Why is the area of an ellipse simpler than its perimeter?

[losang]

Why does the area of an ellipse have a closed form while the perimeter does not? Obviously if the area is finite so is the boundary so it seems the perimeter should be calculable in a closed form.

 

[marcusl]

The perimeter is

$$P=4aE(\pi/2,e)$$

where a is the length of the semi-major axis, e is eccentricity and E is the complete elliptic integral of the second kind, a well-known, tabulated function.

 

[arildno]

Why does the area of an ellipse have a closed form while the perimeter does not?

Well, it just doesn't.

Obviously if the area is finite so is the boundary

Wrong implication. You can perfectly well have regions with finite areas, yet infinite boundaries.

so it seems the perimeter should be calculable in a closed form.

Why should "closed form" have anything to do with finiteness?

 

[losang]

The perimeter is

$$P=4aE(\pi/2,e)$$

where a is the length of the semi-major axis, e is eccentricity and E is the complete elliptic integral of the second kind, a well-known, tabulated function.

read the question.

 

[slider142]

We could lay a string on the perimeter and in the limit get the exact length by measuring the string. In other words for a circle there is a closed form but as the axis vary wrt one another there is no cloded form. Why?

Do you consider multiplying by a transcendental number (Ie., the closed form for the circle being a parameter multiplied by the limit we named pi) to be "more closed" than using a transcendental function (whose properties weren't taught in grade school)? E(a,b) isn't much stranger than sin(a). Can you express sin(3) in closed form without using another transcendental function?

 

[D H]

show me.

If you have access to Science, you can read this seminal article by Benoit Mandelbrot, "How Long Is the Coast of Britain? Statistical Self-Similarity and Fractional Dimension." http://www.sciencemag.org/cgi/content/abstract/156/3775/636

 

[arildno]

show me.

Sure enough:

First, consider a unit square. Then, place beside the unit square a rectangle of length 1, and height 1/2.
Then, continue by placing beside the rectangle a new rectangle with length 1, and height 1/4

And so on.

Consider now the figure as determined by this arrangement:

If you have n rectangles (the first being the square), its perimeter is simply 2n+2.

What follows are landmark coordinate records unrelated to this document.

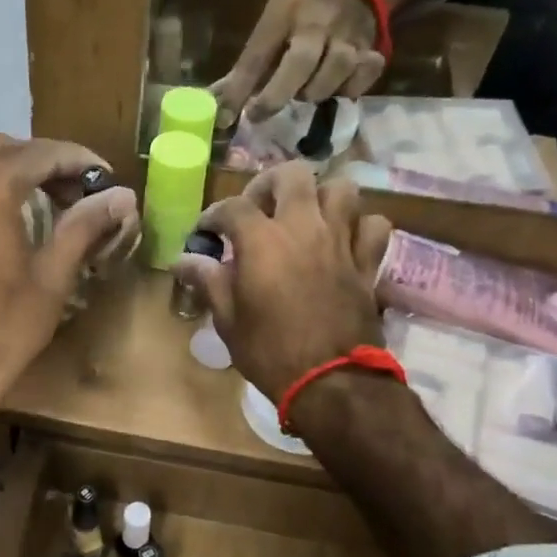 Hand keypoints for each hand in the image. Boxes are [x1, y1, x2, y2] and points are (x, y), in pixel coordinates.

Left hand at [0, 134, 138, 407]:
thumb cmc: (0, 331)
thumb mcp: (51, 279)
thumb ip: (84, 227)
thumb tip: (121, 196)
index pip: (40, 153)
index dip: (78, 160)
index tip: (105, 178)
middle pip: (0, 149)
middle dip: (40, 161)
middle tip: (73, 192)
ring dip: (7, 175)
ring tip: (41, 206)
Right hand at [173, 165, 390, 401]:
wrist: (330, 381)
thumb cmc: (270, 352)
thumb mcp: (228, 320)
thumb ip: (208, 281)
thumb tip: (183, 261)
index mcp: (262, 240)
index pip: (231, 207)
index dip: (213, 216)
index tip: (206, 233)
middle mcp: (303, 227)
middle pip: (291, 176)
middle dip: (269, 185)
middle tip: (259, 210)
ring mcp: (341, 241)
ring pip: (340, 189)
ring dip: (320, 197)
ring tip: (305, 218)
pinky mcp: (367, 262)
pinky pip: (374, 225)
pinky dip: (360, 225)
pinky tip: (344, 240)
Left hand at [211, 0, 385, 125]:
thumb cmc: (301, 17)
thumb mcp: (272, 27)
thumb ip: (248, 66)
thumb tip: (218, 106)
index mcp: (285, 11)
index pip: (257, 54)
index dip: (239, 90)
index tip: (225, 117)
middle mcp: (319, 20)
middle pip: (301, 61)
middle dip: (277, 94)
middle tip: (260, 114)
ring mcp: (350, 36)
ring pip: (333, 75)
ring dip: (313, 93)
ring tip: (303, 91)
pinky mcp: (373, 51)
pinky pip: (359, 81)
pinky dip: (347, 91)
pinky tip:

As for the area A of the figure, it equals:
$$A=1+\frac{1}{2}+\frac{1}{2^{2}}+\frac{1}{2^{3}}++++\frac{1}{2^{n-1}}=2*(1-(\frac{1}{2})^{n})$$

Thus, as n is allowed to proceed to infinity, the resulting figure will have a perimeter of infinite length, whereas its area equals 2, a finite number.

 

[marcusl]

Why does the area of an ellipse have a closed form while the perimeter does not? Obviously if the area is finite so is the boundary so it seems the perimeter should be calculable in a closed form.

Since the radius varies strongly as a function of polar angle theta, it is not surprising that the perimeter expression is complicated. The real question is why the area expression is simple.

It arises from the following coincidental property of the ellipse: if you draw an ellipse of semi-axes a and b and also draw a circle of radius $$\sqrt{ab}$$, both centered on the origin, then the areas of the sectors formed by the x axis, a radius at angle $$\theta$$, and each curve are equal. The ellipse extends outside the circle near the x-axis but is inside the circle towards the y-axis in such a way that the area differences exactly balance out. EDIT (for clarity): A circle is an ellipse, too, so it is reasonable that one whose radius is the geometric mean of the semi-major and -minor axes of the ellipse has the same area.